Work order - From the records below, copy out each line that has the word "Chemin".

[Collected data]
========================================

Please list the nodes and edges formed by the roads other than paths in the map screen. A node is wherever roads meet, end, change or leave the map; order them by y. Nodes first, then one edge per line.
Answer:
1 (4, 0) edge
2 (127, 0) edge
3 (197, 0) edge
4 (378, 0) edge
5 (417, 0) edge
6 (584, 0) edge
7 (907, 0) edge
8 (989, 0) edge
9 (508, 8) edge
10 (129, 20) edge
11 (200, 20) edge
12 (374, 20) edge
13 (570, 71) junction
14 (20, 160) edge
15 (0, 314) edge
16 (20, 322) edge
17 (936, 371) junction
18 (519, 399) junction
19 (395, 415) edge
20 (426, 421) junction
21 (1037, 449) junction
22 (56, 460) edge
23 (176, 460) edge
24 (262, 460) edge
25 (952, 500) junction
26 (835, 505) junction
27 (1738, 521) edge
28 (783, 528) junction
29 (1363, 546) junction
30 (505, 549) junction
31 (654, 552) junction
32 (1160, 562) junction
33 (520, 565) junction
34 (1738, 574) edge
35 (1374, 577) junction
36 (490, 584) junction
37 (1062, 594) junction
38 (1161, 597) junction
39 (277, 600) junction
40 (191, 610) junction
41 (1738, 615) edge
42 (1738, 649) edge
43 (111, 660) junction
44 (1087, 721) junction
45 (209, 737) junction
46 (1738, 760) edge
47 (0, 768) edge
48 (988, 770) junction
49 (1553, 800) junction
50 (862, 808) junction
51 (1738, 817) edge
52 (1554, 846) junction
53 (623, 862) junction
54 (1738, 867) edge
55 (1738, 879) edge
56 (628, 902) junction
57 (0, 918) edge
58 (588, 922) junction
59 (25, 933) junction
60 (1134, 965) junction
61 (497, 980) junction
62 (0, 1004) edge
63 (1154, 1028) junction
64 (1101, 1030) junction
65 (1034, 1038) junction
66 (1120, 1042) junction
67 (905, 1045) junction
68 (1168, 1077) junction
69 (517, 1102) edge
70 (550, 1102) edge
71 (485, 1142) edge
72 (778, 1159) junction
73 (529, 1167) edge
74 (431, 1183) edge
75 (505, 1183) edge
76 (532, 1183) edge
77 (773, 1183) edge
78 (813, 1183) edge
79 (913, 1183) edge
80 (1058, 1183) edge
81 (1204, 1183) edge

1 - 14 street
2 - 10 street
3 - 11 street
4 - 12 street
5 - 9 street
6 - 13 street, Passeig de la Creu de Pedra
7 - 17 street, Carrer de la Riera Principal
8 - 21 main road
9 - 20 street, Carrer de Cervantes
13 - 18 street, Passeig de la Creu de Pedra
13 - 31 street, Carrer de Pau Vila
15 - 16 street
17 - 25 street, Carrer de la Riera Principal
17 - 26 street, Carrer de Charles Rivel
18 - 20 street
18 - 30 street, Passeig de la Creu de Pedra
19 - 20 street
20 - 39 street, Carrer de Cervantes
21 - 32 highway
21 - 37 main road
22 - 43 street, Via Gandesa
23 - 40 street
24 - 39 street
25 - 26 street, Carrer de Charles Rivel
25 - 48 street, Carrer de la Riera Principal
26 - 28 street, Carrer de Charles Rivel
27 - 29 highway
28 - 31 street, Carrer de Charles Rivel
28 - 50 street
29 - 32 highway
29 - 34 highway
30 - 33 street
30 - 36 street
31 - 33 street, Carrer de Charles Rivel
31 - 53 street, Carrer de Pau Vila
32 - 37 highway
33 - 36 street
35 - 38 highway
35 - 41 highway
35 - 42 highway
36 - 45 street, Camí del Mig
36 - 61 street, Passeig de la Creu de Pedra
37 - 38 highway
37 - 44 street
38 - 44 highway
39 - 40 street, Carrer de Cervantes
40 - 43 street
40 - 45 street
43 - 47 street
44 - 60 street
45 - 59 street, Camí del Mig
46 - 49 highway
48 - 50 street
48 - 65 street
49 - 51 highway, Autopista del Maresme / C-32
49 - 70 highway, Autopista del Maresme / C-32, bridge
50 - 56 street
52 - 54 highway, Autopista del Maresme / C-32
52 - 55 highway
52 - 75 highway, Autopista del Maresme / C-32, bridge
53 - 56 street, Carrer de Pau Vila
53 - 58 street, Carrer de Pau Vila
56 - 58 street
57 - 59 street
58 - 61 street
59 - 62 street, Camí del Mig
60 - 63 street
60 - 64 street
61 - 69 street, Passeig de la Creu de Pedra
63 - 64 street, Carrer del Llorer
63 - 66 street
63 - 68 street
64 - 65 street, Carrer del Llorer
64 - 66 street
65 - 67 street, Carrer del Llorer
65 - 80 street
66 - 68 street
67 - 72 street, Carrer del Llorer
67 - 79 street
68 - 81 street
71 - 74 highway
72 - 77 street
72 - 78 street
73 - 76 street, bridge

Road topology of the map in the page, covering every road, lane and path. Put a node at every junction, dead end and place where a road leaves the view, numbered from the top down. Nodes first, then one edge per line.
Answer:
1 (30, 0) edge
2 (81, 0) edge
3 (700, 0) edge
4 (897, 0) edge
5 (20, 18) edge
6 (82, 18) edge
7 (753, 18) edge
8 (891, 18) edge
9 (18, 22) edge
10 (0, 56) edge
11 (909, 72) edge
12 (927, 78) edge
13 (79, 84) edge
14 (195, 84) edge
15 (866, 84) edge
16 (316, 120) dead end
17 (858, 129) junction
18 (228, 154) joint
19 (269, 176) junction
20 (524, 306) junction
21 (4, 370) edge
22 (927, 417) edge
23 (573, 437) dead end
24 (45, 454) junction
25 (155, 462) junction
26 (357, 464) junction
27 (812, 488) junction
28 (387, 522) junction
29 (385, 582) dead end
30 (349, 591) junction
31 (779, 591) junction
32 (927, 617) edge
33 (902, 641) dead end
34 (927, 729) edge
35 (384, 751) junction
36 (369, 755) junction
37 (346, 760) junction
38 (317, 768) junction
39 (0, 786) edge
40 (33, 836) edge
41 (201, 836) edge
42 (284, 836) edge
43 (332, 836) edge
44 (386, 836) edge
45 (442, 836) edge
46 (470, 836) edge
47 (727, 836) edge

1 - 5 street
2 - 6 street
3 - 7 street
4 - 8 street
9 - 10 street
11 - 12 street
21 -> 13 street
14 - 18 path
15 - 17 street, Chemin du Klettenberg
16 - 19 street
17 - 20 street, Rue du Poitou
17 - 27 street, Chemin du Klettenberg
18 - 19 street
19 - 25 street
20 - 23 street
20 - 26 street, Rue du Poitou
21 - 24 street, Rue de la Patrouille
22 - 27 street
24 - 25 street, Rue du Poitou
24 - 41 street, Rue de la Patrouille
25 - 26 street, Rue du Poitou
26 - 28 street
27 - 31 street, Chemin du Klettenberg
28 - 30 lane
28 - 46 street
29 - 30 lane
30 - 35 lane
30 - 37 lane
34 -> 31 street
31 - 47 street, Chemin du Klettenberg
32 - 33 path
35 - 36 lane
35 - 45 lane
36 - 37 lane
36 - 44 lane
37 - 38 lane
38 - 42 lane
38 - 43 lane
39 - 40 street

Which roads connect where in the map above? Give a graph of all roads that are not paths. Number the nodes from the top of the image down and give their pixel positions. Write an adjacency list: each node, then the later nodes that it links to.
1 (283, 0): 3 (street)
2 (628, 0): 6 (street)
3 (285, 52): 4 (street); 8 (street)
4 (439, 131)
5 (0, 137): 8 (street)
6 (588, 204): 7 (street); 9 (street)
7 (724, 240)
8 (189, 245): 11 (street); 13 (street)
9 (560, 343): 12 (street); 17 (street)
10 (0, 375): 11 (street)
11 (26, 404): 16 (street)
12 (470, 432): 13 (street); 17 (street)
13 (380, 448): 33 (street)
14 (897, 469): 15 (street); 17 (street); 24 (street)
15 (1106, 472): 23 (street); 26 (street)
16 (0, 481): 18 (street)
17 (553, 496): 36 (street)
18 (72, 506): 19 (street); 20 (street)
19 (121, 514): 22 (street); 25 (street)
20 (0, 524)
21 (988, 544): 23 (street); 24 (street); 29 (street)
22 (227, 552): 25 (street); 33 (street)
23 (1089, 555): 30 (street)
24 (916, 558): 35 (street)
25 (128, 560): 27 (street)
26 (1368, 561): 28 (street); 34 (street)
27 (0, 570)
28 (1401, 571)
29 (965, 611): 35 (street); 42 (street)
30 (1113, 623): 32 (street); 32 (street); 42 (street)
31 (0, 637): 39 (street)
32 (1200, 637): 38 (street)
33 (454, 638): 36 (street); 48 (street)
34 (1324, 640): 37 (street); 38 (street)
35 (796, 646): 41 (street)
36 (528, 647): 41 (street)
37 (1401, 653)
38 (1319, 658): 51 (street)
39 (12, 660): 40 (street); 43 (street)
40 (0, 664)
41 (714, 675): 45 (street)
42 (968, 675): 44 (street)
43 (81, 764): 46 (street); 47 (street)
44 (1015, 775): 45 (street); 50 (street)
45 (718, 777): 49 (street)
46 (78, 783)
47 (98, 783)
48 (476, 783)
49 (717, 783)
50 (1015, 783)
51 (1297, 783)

========================================

Answer to this task -
15 - 17 street, Chemin du Klettenberg
17 - 27 street, Chemin du Klettenberg
27 - 31 street, Chemin du Klettenberg
31 - 47 street, Chemin du Klettenberg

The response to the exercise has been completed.